--- YOUR ASSIGNMENT ---
If a line in the data holds "shape", copy that line out in full.

--- DATA SHOWN ---
────────

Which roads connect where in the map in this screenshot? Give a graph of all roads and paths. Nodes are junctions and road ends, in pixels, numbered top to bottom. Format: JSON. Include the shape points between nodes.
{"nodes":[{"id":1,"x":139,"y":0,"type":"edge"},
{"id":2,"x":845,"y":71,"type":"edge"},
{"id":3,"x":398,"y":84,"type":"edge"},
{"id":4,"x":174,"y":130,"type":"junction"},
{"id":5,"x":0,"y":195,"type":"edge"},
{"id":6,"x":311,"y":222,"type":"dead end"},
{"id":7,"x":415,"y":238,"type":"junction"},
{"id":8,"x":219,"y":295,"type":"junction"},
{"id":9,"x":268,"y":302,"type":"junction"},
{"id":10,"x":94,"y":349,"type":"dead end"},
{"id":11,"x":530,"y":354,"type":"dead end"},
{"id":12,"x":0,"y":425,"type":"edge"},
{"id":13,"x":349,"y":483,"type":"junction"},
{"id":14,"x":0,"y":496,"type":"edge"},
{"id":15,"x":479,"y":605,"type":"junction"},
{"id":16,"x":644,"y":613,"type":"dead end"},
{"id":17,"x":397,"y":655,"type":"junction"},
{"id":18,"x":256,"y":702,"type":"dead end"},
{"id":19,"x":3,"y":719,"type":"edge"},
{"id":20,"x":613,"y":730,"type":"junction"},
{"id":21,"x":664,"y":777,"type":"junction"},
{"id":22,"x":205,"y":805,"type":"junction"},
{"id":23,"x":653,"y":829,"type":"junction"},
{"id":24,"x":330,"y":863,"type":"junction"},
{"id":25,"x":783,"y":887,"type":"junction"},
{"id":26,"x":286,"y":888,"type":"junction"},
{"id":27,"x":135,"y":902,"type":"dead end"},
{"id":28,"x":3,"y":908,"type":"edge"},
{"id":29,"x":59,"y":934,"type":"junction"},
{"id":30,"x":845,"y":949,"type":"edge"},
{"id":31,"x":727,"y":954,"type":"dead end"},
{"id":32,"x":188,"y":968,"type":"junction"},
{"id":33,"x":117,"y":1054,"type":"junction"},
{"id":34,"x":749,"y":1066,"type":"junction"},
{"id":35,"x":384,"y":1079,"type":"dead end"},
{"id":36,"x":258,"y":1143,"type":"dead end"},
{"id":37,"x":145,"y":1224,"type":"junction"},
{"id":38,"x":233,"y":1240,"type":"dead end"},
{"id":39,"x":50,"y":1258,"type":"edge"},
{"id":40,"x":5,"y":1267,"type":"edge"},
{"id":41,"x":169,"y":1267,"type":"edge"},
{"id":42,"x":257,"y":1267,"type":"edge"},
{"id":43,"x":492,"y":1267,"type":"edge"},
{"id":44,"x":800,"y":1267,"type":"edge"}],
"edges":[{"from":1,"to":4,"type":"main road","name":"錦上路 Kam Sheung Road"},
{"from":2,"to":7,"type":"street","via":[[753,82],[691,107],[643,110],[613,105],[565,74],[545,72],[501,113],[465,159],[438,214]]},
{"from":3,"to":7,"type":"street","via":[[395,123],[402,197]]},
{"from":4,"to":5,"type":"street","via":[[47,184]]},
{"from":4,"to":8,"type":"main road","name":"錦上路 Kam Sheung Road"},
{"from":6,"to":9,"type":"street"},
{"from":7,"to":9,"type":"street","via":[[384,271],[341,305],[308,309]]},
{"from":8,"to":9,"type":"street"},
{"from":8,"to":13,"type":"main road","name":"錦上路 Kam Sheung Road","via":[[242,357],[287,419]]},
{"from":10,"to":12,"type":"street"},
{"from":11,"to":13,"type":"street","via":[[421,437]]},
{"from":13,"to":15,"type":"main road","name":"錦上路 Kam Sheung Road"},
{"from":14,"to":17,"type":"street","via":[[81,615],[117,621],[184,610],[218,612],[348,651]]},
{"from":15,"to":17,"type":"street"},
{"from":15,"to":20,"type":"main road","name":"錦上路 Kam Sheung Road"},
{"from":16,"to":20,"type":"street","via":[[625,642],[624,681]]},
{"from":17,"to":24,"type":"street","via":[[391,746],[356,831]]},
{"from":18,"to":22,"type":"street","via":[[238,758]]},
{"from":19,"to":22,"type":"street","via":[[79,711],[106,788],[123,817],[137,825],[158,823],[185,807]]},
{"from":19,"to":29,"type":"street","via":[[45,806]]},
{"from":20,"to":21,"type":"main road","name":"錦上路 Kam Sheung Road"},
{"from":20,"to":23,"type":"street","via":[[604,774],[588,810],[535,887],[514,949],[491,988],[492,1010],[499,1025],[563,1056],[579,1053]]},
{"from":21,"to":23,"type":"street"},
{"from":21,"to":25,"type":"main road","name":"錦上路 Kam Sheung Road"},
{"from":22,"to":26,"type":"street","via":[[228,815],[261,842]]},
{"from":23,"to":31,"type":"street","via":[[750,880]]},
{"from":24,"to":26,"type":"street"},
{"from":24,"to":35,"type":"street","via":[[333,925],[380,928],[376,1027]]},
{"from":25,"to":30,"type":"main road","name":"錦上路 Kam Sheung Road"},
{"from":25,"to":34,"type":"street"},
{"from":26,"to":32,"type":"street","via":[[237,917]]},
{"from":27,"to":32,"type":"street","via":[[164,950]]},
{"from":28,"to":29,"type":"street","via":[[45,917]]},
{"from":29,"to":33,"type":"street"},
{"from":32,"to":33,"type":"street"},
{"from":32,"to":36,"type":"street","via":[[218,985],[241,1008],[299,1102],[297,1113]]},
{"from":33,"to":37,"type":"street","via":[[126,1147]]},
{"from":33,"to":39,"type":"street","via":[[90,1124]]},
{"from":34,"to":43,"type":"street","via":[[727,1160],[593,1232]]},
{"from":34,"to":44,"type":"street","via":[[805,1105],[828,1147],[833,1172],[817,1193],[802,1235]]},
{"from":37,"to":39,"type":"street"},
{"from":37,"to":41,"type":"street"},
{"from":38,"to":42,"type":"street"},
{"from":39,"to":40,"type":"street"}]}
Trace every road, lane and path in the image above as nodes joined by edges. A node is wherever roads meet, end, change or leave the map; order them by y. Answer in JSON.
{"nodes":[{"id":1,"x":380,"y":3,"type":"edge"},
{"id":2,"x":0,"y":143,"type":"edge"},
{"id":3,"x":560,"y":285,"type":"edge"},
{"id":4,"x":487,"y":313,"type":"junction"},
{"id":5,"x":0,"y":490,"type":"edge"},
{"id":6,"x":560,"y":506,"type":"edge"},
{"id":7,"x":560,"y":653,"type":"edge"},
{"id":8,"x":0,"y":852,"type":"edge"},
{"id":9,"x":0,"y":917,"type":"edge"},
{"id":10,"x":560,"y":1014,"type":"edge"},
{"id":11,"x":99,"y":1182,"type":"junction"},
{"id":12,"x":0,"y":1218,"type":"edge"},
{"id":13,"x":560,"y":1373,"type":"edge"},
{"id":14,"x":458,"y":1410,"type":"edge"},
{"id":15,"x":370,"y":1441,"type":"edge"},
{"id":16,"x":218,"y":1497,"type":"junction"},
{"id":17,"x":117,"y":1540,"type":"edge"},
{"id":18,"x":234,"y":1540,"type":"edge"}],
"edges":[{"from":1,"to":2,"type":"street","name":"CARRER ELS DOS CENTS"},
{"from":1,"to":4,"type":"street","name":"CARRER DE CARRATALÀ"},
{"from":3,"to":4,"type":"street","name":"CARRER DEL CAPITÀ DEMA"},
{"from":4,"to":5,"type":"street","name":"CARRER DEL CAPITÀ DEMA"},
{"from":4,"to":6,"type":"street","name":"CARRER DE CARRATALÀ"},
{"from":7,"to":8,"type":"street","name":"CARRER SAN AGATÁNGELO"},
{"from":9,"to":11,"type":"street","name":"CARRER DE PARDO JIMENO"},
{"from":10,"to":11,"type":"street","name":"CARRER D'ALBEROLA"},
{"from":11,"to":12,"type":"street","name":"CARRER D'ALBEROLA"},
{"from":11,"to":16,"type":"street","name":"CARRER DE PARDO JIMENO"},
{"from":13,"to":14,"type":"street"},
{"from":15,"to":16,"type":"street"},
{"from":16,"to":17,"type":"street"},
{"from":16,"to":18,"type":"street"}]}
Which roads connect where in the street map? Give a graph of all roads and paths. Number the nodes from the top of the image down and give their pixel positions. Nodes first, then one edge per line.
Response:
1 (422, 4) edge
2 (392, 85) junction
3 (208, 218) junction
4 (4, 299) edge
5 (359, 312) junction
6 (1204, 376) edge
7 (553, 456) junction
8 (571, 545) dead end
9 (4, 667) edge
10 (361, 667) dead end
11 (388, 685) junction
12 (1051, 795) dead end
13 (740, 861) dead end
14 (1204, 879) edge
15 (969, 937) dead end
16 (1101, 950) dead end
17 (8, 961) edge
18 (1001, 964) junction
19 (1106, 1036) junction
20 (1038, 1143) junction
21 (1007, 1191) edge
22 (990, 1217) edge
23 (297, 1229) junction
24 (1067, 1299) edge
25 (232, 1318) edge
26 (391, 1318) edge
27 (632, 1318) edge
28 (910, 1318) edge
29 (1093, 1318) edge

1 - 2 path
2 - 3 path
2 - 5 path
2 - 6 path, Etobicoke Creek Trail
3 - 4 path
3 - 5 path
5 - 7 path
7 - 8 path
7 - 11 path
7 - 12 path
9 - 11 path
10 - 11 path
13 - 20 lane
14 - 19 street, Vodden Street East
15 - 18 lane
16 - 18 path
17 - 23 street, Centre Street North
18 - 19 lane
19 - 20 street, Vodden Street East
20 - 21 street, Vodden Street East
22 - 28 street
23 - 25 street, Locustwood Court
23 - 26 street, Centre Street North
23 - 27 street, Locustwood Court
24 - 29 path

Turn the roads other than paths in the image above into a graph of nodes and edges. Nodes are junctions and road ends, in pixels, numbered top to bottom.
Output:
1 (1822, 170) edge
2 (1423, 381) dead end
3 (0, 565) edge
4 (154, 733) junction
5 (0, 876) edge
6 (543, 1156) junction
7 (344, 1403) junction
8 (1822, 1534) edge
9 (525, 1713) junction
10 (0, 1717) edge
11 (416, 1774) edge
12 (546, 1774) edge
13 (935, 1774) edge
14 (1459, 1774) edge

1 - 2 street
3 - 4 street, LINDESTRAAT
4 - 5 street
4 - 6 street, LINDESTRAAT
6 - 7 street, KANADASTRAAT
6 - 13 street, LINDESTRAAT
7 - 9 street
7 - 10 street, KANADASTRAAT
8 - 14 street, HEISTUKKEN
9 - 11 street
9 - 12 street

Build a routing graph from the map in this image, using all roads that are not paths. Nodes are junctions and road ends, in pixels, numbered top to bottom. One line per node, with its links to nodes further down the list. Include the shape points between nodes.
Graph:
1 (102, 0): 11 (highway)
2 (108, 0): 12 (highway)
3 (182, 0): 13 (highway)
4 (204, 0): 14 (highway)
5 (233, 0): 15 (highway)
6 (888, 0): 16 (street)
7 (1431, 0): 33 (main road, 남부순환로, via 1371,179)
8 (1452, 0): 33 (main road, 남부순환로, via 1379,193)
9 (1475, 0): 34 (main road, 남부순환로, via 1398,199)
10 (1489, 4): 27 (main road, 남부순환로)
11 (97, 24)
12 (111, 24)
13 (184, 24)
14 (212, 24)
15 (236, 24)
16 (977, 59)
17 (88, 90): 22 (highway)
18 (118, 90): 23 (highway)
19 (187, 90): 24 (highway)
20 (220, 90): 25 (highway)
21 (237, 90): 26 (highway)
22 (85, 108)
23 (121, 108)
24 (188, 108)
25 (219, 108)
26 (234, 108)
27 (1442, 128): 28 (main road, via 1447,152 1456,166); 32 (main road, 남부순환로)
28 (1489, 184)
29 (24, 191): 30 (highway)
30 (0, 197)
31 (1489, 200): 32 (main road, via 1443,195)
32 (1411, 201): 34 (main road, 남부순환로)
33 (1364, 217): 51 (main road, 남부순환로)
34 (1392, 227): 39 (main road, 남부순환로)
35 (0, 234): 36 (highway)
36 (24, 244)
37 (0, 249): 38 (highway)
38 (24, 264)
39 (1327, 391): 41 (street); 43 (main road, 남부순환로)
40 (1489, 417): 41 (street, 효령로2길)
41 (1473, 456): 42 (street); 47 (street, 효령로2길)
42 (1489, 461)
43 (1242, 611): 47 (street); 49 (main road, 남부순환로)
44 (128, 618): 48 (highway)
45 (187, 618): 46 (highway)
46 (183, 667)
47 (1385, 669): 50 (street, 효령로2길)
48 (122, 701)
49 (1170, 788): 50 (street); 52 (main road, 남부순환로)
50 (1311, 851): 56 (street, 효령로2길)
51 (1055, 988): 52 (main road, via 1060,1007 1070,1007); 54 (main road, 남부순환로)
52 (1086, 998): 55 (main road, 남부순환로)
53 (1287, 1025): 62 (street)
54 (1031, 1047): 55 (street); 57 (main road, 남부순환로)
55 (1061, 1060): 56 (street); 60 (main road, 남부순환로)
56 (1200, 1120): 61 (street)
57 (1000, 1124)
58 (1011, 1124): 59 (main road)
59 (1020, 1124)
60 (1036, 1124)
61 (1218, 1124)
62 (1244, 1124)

────────

--- EXERCISE RESULT ---
Which roads connect where in the map in this screenshot? Give a graph of all roads and paths. Nodes are junctions and road ends, in pixels, numbered top to bottom. Format: JSON. Include the shape points between nodes.
Build a routing graph from the map in this image, using all roads that are not paths. Nodes are junctions and road ends, in pixels, numbered top to bottom. One line per node, with its links to nodes further down the list. Include the shape points between nodes.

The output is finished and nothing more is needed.